From: Schleusener, Jens
Subject: Re: [Bug-wget] wget 1.17 segfaults under openSUSE 13.1 (x86_64; glibc 2.18)
Date: Sat, 21 Nov 2015 22:58:44 +0100 (CET)
User-agent: Alpine 2.20 (LSU 67 2015-01-07)

Hi Tim,

here is patch to avoid the crash, please review.

@Darshit As you say, we probably should discuss the program logic in
http_loop() regarding if-modified-since !?

Regards, Tim

Great, your patch fixes the mentioned wget 1.17 segfault (at least on my hosts running openSUSE 13.1 and openSUSE Leap 42.1) and the option combination "-N --content-disposition" works in my tests again as expected.

Thanks

Jens

Am Samstag, 21. November 2015, 00:10:44 schrieb Darshit Shah:
Another thing that I just remembered, this issue seems to pop up when the
file being downloaded already exists on disk. Maybe, that is why you're
seeing the different behaviour?

Try downloading the file when it already exists and see if the problem can
be reproduced on the newer system.

On 11/20, Darshit Shah wrote:
This looks similar to another segfault I've seen. I'm not sure since
when it exists in the code, but I did come across one recently. That
case was caused when --trust-server-names -N and --content-disposition
were all provided to Wget. A wrong logic condition causes Wget to work
on output_filename = NULL which eventually resents in a segfault.

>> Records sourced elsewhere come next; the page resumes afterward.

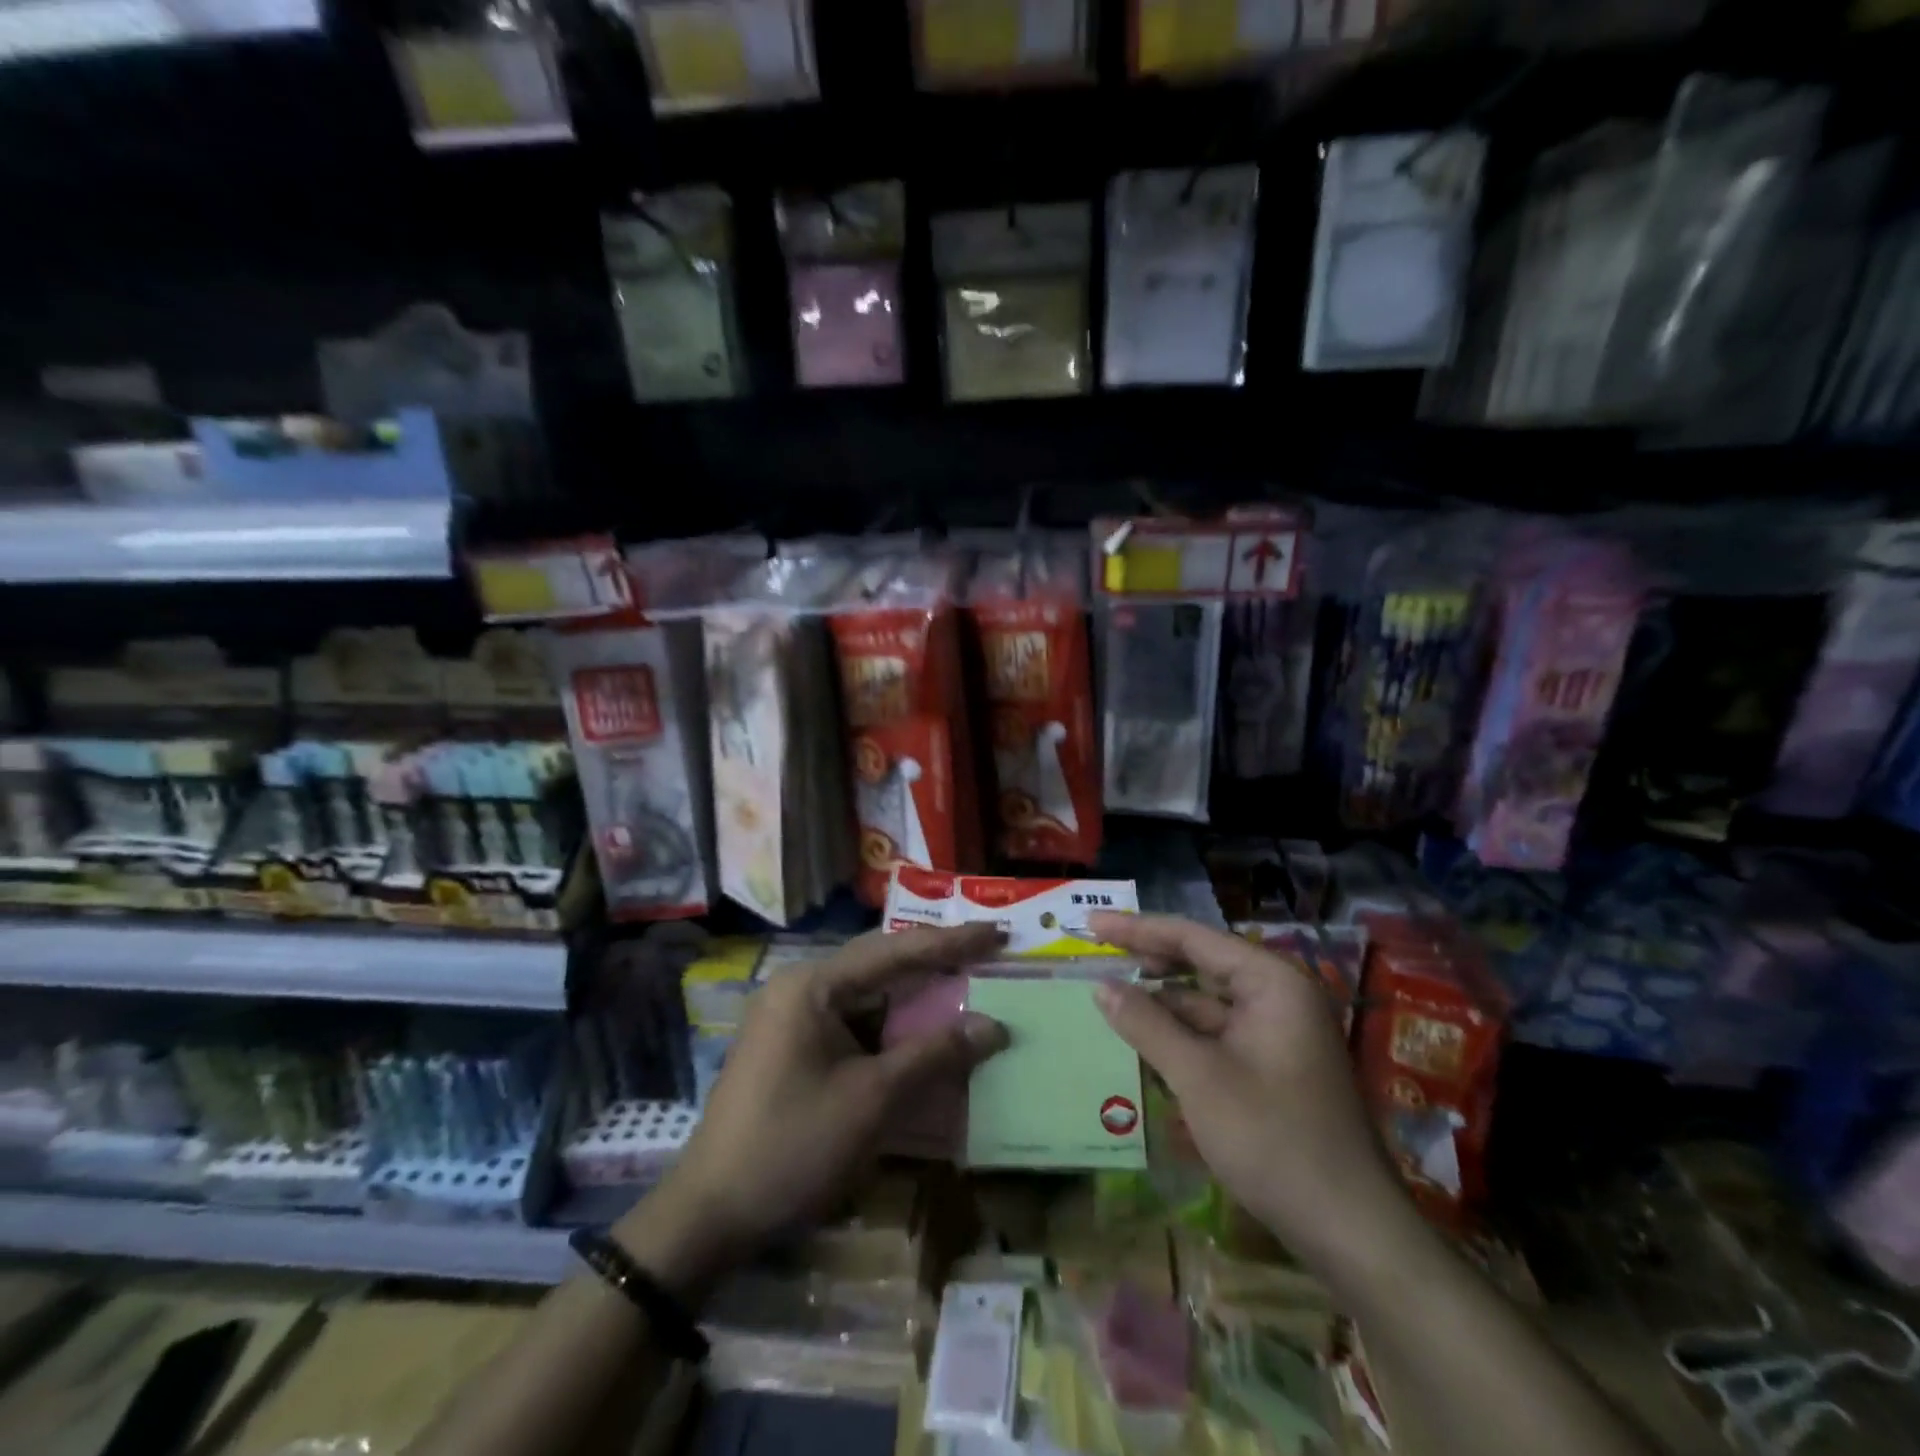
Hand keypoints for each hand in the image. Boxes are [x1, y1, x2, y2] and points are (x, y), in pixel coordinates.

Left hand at [621, 924, 1008, 1298]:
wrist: (709, 1214)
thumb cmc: (793, 1146)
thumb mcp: (872, 1100)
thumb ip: (934, 1054)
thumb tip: (995, 1026)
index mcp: (813, 985)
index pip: (895, 951)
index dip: (951, 942)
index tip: (996, 932)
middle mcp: (801, 988)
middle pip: (881, 965)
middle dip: (935, 962)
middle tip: (987, 954)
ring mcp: (794, 1018)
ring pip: (869, 996)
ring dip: (915, 999)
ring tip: (966, 987)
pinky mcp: (795, 1048)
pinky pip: (855, 1024)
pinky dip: (892, 1029)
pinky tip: (924, 1035)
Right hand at [1087, 913, 1408, 1272]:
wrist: (1350, 1231)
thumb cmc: (1273, 1140)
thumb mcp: (1199, 1078)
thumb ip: (1147, 1024)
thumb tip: (1101, 987)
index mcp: (1272, 983)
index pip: (1193, 937)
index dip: (1138, 929)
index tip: (1091, 924)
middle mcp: (1279, 996)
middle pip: (1202, 962)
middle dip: (1149, 959)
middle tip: (1097, 955)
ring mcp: (1278, 1032)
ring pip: (1207, 1001)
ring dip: (1161, 999)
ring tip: (1111, 995)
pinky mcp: (1272, 1066)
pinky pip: (1217, 1033)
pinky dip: (1180, 1032)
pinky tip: (1145, 1038)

I'm assuming the case you've provided is very similar to what I've
seen. I was using Clang when I saw this issue. Unfortunately, I'm
currently swamped with other work and am unable to look more deeply
into this.

The stack trace provided does match my explanation above, so we should
be able to track it down and fix it. Some interplay of multiple
options is causing this bug, though I can't explain why it works with
one GCC version and not with another. The way I see it, it was a logic
bug in the code.

Unfortunately, On 11/20, Schleusener, Jens wrote:
Hi,

under some conditions I get with a self-compiled wget 1.17 binary on
a 64-bit openSUSE 13.1 Linux system a segmentation fault (but the
self-compiled wget 1.16.3 works correctly).

I could reduce the problem to this usage case:

wget -N --content-disposition http://ftp.gnu.org/gnu/wget/

while the usage of only "-N" or "--content-disposition" let wget work.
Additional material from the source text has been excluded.